Warez are part of the legacy web, and they’ll be part of the IPFS-based web. (They probably are already.) So if you allow for writability, which I applaud—globalupload.io also offers uploads to the gateway, even though it’s currently not working—, I’d suggest to offer an abuse/DMCA contact, so you can at least remove an object from your own gateway node. The file would still be available on the network (probably), and since there are no IPFS blacklists at the moment, you could add a little IPFS/IPNS hash check to your gateway node, i.e. that any outside request for a file that has already been taken down via your abuse/DMCA system before, will be blocked permanently. You will not be able to block the object within the IPFS itself, but every outgoing gateway traffic could be thwarted. Then you’d be on the safe side. (I assume.)

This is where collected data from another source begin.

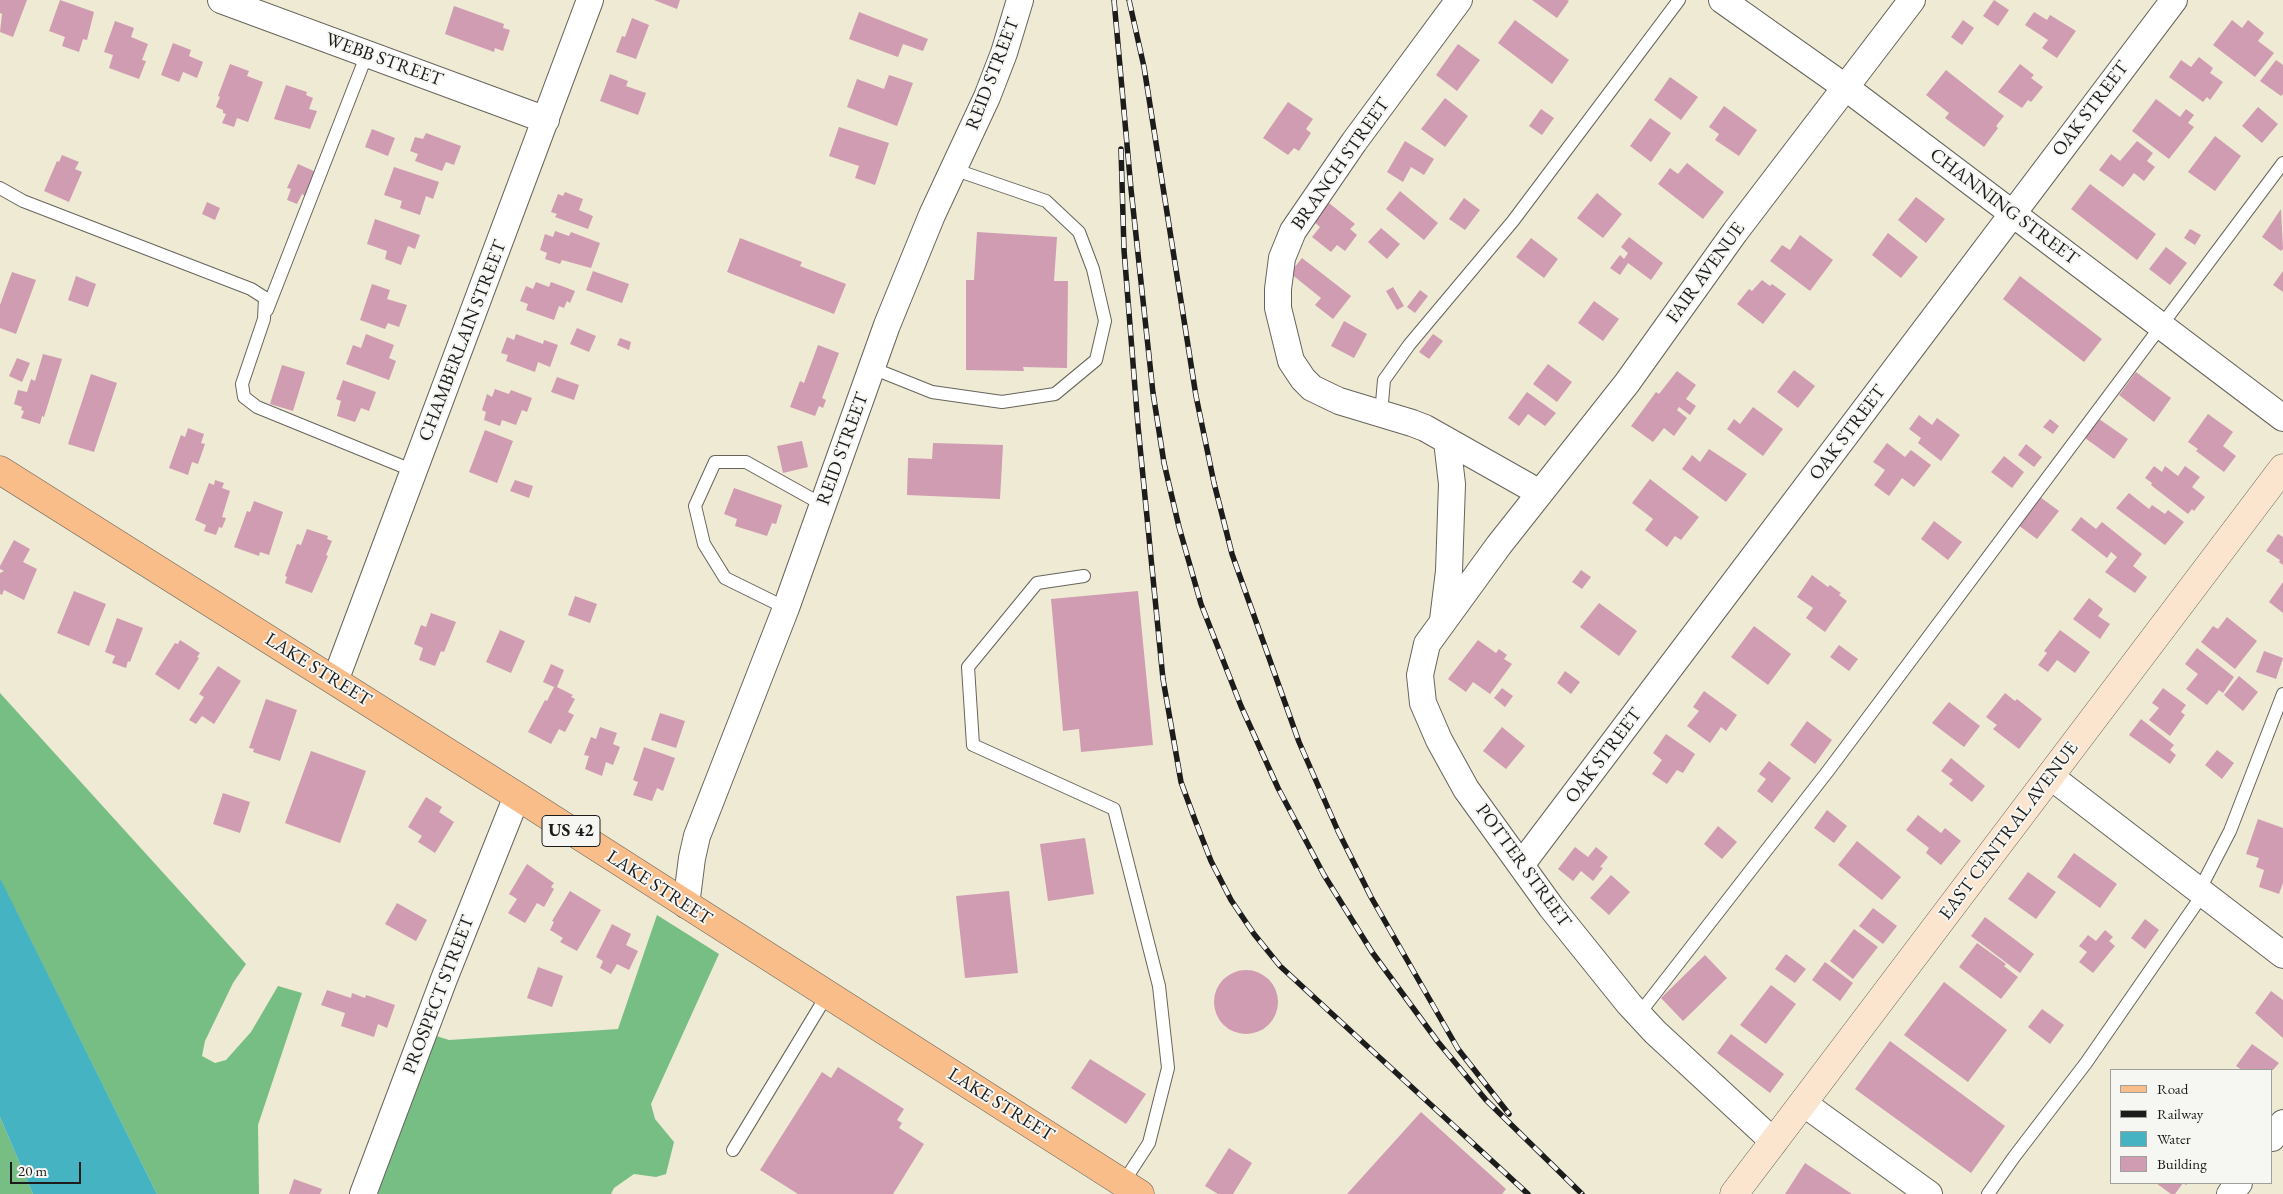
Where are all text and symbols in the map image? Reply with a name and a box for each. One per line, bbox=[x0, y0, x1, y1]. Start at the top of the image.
street label: REID STREET bbox=[961, 15, 1025, 133]
street label: WEBB STREET bbox=[322, 28, 446, 92]
street label: OAK STREET bbox=[2048, 57, 2134, 161]
street label: BRANCH STREET bbox=[1287, 94, 1395, 234]
street label: CHANNING STREET bbox=[1925, 144, 2083, 270]
street label: FAIR AVENUE bbox=[1662, 218, 1750, 328]
street label: CHAMBERLAIN STREET bbox=[414, 237, 512, 445]
street label: OAK STREET bbox=[1805, 381, 1891, 485]
street label: REID STREET bbox=[812, 390, 874, 508]
street label: LAKE STREET bbox=[261, 628, 375, 712]
street label: OAK STREET bbox=[1561, 704, 1647, 808]
street label: EAST CENTRAL AVENUE bbox=[1935, 737, 2083, 925]
street label: POTTER STREET bbox=[1470, 800, 1576, 932]
road number: US 42 bbox=[542, 816, 600, 846]
street label: LAKE STREET bbox=[602, 845, 716, 931]
street label: PROSPECT STREET bbox=[398, 913, 480, 1077]
street label: LAKE STREET bbox=[944, 1063, 1058, 1147]
legend bbox=[2110, 1069, 2273, 1184]
text: Road bbox=[2157, 1079, 2188, 1098]
text: Railway bbox=[2157, 1104, 2203, 1123]
text: Water bbox=[2157, 1129, 2191, 1148]
scale bar bbox=[12, 1152, 84, 1184]
text: Building bbox=[2157, 1154, 2207, 1173]
text: 20 m bbox=[18, 1161, 47, 1180]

Another thing you could do is limit the pin-time of uploaded files, i.e. files that a user uploads to your gateway node, e.g. via curl POST, will only be pinned for, let’s say, 2 or 4 weeks. After that, the node will run an automated ipfs pin rm
command (without immediate garbage collection, however). If the file hasn’t been distributed on the IPFS yet (no demand), then the uploader is out of luck. But if it’s illegal content, and you receive a takedown request pertaining to that IPFS object, you can then answer that the file is already gone from your node. (You can still block downloads through your gateway, though, to be on the double-safe side.)

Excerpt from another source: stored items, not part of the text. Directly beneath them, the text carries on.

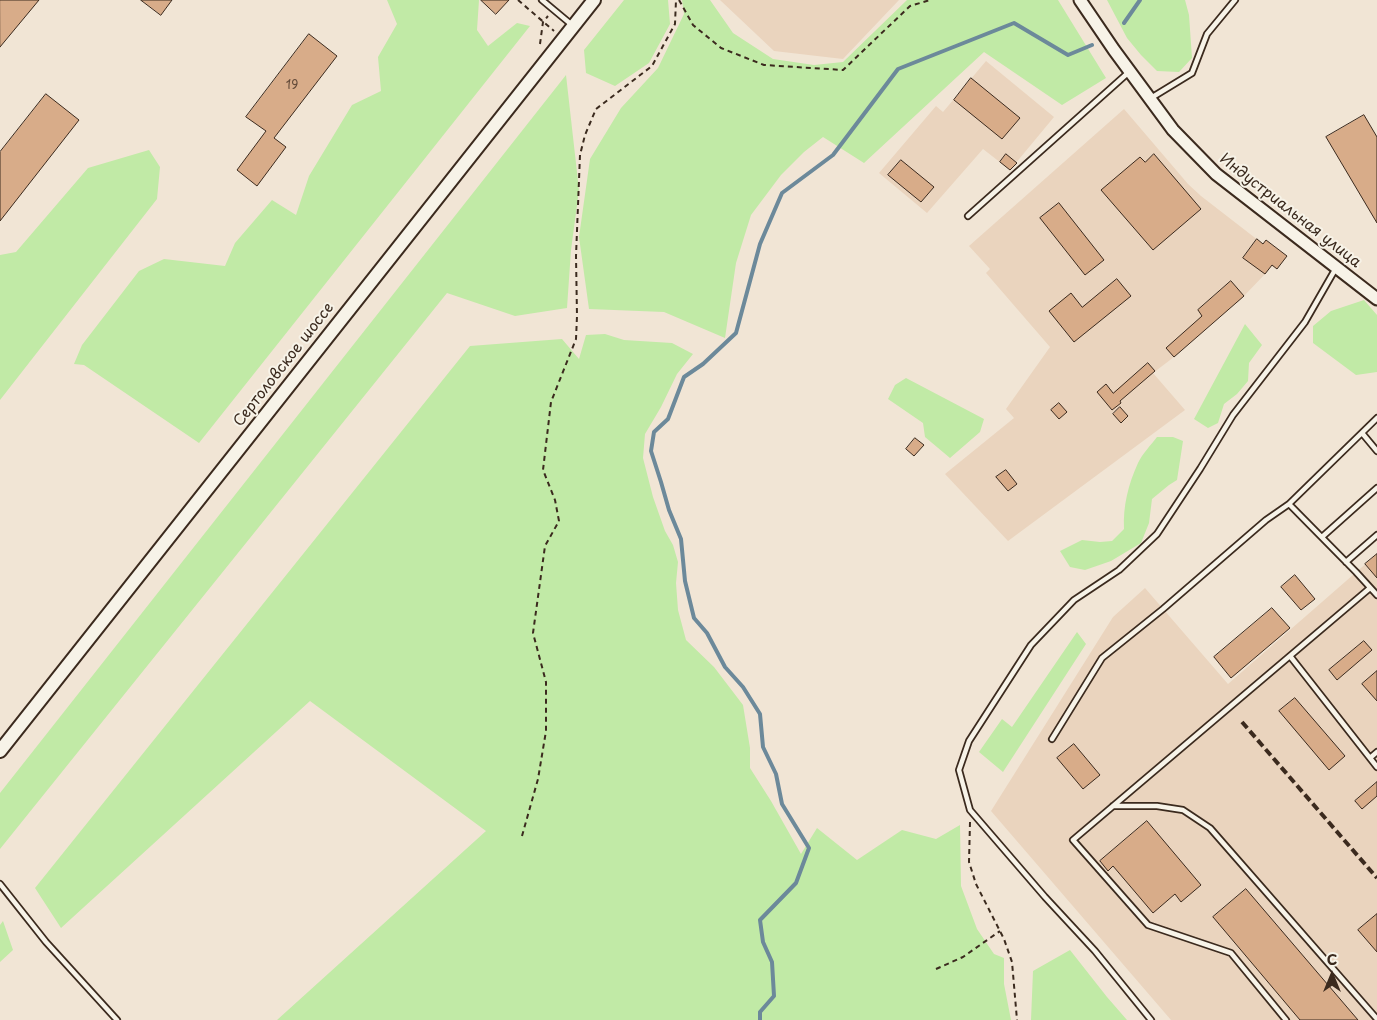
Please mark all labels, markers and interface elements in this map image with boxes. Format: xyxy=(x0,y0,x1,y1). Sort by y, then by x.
house number: 19 xyxy=(286,79,298,93)
street label: Индустриальная улица xyxy=(1216,150,1364,272)
street label: Сертоловское шоссе xyxy=(230,299,338,431)
text: С xyxy=(1327,949,1337,970)
north arrow xyxy=(1307,950,1357,1000)

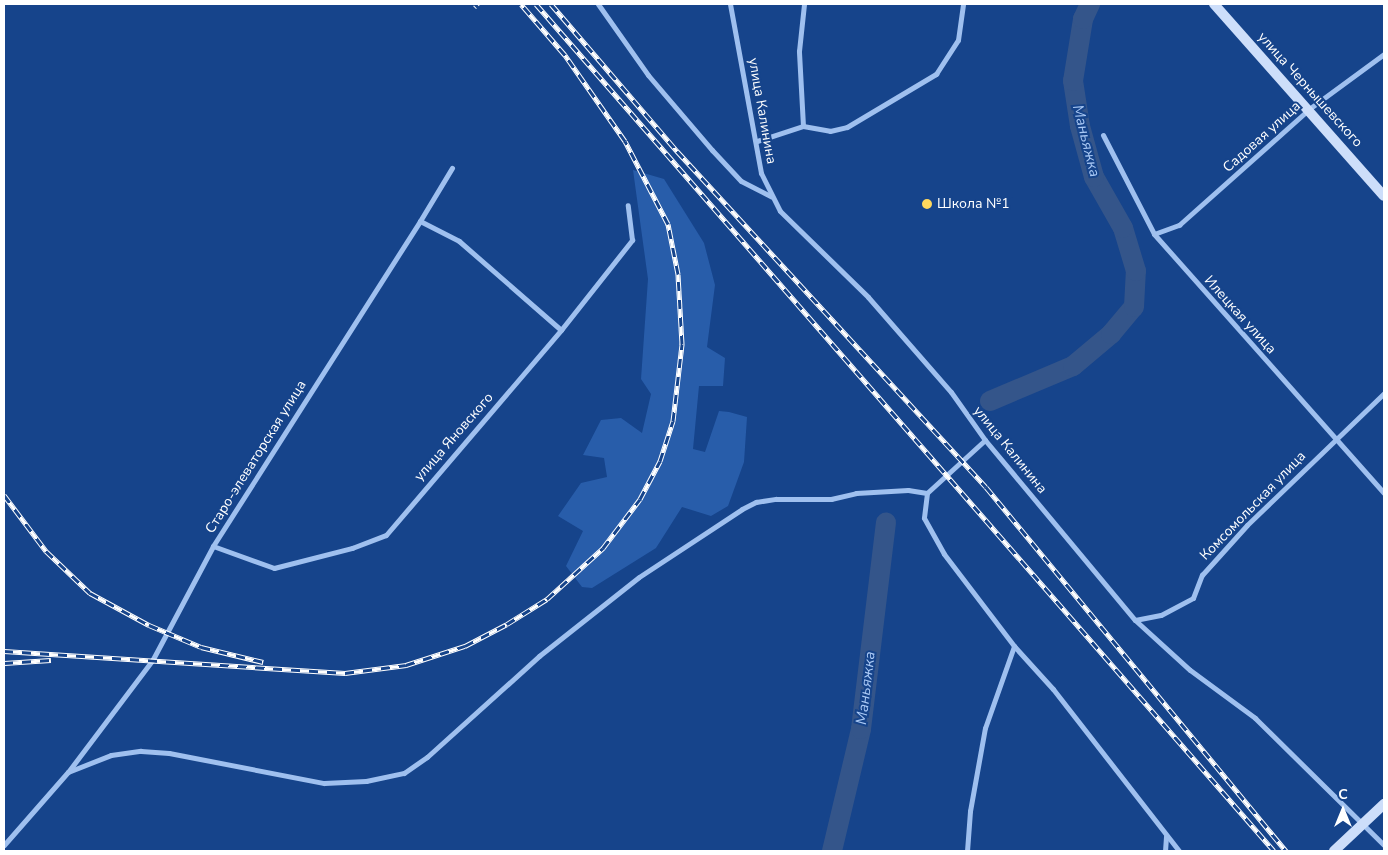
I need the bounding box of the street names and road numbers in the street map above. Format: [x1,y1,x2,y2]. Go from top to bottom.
street label: улица Чернышевского [1254,29,1366,151]
street label: улица Калинина [744,57,780,165]
street label: Садовая улица [1220,98,1304,176]
street label: Илецкая улица [1200,272,1280,358]
street label: Старо-элеваторская улица [202,377,310,537]
street label: улица Яновского [411,389,497,485]
street label: улица Калинина [970,403,1050,497]
street label: Комсомольская улица [1197,448,1309,564]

You might even be able to base the upload part on transfer.sh (GitHub); uploaded files are deleted automatically after 14 days, but the server will have added them to the IPFS already, and you can then program your IPFS node to adhere to whatever pin/retention time you want. You just have to reprogram transfer.sh to output the IPFS hash(es) as well, apart from the legacy download link. (Not sure if that’s possible.)
Thanks for this. I would like to encourage others that are interested building their own gateway, so I will attempt to write a guide.
I see an interesting future for ipfs and I think having a bunch of independently run, stable gateways would definitely bolster the health and usability of ipfs in general. (Not to mention the cool possibilities of a CDN-esque ipfs system).
I may also consider adding a disclaimer header to every response with a link to an end user license agreement or something that could help me prove my absolution or whatever.
My aim is actually to wait and see how filecoin is supposed to work. I have always rented web servers, and there was always some space to share, so at first my plan is to develop a functioning IPFS node without any gateway, just to strengthen the whole network, filecoin or no filecoin. The next step would be an upload service for users without a local node, i.e. new users who want to share files via IPFS, but don’t have the “guts to go command-line”. Don’t know if there will be a third step, which would be a gateway or “exit node” for external users to download stuff from the IPFS. The primary goal should be to get people inside the IPFS, not present IPFS to them as just another cyberlocker of some sort. So I’m not really sure about step 3 (download). Steps 1a (functioning autonomous node), 1b (node with filecoin), and 2 (upload to the IPFS) are cool, though. As long as there is no download functionality, you won’t need any disclaimers, abuse/DMCA stuff etc.
I wonder if @lgierth @VictorBjelkholm or @hector have advice here.
Ever get around to writing this guide? Would be very much interested in it.
I have started some work on this guide, I have also made ipfs easy to deploy via docker, see here: IPFS in Docker with HTTPS , the guide will be made next.